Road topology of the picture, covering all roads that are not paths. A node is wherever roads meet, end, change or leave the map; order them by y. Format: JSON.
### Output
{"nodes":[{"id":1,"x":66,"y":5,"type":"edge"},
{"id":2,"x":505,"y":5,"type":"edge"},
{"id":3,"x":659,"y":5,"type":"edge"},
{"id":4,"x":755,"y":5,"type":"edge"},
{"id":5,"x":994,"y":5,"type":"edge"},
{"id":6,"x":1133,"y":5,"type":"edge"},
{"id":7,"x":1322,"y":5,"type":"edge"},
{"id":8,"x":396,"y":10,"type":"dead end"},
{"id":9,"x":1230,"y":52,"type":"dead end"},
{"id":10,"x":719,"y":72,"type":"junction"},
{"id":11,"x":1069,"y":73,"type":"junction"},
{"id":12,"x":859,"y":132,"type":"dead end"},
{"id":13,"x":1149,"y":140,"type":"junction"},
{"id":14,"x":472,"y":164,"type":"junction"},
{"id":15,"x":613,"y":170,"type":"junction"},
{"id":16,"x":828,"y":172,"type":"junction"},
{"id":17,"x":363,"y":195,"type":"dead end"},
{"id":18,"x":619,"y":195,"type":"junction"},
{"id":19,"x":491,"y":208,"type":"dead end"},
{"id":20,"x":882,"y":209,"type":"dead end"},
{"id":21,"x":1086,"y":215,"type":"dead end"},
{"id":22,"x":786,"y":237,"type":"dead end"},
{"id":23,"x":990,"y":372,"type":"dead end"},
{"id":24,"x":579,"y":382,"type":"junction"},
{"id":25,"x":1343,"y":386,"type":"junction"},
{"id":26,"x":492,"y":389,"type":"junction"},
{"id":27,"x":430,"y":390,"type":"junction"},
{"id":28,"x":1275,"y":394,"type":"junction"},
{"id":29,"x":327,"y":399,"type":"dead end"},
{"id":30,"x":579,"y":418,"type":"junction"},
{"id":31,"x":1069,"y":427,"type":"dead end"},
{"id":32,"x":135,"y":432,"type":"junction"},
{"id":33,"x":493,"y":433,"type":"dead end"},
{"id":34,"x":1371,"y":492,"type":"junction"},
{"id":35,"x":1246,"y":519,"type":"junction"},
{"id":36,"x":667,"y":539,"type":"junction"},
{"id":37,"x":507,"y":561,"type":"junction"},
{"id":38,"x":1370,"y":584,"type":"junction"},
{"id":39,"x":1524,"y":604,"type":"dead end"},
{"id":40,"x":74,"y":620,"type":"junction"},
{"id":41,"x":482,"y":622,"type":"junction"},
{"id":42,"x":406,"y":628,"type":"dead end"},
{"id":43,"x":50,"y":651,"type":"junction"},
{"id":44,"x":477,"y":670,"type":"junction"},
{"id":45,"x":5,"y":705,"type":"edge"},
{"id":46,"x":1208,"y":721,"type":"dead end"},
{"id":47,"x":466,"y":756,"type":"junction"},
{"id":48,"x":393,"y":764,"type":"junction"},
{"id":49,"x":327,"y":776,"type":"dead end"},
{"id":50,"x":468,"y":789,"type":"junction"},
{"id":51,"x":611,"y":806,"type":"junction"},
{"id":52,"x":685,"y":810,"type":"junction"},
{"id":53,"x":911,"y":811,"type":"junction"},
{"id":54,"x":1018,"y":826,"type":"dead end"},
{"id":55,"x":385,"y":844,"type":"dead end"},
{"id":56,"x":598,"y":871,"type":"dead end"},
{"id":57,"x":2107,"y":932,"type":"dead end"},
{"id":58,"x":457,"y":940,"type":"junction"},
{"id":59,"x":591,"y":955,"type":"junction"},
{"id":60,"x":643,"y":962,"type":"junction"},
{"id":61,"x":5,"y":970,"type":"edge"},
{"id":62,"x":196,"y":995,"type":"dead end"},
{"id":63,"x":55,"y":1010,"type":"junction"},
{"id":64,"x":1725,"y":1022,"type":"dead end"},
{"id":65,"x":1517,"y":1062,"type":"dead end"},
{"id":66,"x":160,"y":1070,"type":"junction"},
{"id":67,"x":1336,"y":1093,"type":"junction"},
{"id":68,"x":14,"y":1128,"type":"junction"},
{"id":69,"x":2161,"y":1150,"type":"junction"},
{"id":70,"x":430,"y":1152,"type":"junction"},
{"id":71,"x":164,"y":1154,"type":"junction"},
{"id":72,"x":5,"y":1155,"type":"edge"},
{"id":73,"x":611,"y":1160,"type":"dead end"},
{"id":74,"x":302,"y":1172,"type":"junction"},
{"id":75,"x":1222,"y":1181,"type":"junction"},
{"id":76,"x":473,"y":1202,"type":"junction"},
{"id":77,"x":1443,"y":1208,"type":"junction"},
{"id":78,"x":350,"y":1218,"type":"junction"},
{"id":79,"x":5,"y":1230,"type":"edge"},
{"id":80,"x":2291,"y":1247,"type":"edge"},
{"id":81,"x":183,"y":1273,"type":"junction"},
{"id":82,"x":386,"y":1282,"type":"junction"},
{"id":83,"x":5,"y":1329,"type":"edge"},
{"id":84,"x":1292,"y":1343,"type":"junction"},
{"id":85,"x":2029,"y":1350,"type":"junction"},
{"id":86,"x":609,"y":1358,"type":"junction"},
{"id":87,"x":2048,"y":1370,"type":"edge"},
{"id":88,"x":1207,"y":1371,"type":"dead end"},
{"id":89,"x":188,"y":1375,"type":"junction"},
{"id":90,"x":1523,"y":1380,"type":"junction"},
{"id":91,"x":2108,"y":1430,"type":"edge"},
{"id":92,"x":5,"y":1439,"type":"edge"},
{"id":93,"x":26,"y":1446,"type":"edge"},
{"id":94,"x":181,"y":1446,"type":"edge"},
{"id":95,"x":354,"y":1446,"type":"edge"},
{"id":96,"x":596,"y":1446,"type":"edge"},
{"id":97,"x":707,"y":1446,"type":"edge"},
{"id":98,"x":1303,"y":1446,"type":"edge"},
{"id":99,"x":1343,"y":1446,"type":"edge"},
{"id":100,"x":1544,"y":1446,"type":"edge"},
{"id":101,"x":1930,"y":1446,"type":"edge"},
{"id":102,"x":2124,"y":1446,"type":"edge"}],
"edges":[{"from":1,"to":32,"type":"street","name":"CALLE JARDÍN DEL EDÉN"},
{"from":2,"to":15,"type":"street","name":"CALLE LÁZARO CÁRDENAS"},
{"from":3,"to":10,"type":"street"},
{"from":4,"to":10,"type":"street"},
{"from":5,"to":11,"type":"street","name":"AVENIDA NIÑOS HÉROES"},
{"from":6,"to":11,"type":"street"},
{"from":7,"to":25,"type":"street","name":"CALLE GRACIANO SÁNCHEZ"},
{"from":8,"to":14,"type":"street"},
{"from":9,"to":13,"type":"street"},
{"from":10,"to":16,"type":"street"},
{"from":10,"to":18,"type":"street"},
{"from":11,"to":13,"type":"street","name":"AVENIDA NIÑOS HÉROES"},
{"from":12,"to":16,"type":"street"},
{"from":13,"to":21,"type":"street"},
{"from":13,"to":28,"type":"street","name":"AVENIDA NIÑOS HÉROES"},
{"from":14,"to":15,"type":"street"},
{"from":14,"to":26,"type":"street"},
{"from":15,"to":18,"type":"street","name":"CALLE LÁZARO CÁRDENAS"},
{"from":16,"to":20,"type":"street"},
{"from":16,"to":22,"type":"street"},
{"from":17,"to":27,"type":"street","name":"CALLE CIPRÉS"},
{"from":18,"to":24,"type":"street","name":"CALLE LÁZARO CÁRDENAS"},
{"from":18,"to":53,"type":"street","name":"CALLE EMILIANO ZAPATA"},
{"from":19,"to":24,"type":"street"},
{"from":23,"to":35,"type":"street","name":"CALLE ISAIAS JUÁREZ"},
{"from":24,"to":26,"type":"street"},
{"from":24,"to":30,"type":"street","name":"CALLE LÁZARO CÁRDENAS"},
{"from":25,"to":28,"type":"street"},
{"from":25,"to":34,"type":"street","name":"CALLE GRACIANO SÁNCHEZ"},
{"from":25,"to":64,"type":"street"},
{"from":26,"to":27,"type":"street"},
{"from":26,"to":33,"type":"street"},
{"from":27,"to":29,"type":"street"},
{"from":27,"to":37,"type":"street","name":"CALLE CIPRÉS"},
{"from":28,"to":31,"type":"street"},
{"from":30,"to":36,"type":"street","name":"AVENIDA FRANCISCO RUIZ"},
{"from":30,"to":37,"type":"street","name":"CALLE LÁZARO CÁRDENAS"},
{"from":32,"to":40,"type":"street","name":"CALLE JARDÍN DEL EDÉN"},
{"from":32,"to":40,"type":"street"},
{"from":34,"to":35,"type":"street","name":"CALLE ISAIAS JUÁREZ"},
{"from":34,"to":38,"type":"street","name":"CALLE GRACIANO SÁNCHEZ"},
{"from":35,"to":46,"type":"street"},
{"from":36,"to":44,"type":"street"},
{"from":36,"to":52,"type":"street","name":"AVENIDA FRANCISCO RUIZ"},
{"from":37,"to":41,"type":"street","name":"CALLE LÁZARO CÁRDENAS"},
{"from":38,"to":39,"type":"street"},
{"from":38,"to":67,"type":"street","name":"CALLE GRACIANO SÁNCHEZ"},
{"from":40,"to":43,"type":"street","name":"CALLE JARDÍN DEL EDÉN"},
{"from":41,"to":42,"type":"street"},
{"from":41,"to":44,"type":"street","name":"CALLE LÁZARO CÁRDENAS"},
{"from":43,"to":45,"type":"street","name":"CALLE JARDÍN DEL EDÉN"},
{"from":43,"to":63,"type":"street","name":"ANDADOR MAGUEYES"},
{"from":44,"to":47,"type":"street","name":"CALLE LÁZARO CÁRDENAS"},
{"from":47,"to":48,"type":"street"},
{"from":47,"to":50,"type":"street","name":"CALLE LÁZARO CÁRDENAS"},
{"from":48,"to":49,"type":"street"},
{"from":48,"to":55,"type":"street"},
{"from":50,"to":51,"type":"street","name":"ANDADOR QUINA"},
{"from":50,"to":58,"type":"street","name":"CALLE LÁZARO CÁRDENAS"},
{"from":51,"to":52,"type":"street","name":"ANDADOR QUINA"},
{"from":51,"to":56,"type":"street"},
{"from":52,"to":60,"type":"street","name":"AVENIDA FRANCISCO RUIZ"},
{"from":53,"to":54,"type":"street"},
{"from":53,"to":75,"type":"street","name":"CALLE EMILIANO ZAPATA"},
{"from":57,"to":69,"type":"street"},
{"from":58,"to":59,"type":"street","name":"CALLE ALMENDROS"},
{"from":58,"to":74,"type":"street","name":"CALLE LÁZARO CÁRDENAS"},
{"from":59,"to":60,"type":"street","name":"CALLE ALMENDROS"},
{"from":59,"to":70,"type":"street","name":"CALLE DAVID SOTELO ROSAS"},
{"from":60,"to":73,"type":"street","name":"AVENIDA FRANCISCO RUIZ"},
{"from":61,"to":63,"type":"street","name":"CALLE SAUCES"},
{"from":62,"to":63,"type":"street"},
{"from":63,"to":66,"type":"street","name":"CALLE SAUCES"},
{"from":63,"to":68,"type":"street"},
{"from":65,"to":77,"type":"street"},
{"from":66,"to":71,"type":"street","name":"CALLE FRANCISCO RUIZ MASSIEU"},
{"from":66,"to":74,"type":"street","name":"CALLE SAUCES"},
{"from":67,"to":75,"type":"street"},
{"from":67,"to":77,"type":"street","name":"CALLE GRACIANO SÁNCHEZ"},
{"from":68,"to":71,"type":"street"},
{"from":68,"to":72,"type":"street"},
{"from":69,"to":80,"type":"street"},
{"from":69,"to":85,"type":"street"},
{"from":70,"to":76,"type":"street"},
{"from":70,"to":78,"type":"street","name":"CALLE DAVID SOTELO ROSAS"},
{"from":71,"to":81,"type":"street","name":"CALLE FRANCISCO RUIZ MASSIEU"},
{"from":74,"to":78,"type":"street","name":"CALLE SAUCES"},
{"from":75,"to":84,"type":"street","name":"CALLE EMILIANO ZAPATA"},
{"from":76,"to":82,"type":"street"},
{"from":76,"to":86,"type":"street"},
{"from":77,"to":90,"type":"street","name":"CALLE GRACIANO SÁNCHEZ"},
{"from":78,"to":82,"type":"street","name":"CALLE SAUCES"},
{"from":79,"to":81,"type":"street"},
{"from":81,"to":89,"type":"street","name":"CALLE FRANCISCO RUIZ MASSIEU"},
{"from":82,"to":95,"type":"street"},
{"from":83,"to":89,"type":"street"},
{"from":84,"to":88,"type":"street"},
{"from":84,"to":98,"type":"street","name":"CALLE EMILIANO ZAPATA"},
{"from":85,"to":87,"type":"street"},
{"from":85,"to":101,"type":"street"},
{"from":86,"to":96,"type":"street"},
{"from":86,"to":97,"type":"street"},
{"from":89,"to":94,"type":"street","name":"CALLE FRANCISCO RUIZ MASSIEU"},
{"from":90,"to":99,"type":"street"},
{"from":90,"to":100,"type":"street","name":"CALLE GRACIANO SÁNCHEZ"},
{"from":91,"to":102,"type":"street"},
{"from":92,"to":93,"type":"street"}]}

--- --- ---

Whenever the word "NIÑOS" shows up in a line of the entries above, copy that line.

{"from":5,"to":11,"type":"street","name":"AVENIDA NIÑOS HÉROES"},
{"from":11,"to":13,"type":"street","name":"AVENIDA NIÑOS HÉROES"},
{"from":13,"to":28,"type":"street","name":"AVENIDA NIÑOS HÉROES"},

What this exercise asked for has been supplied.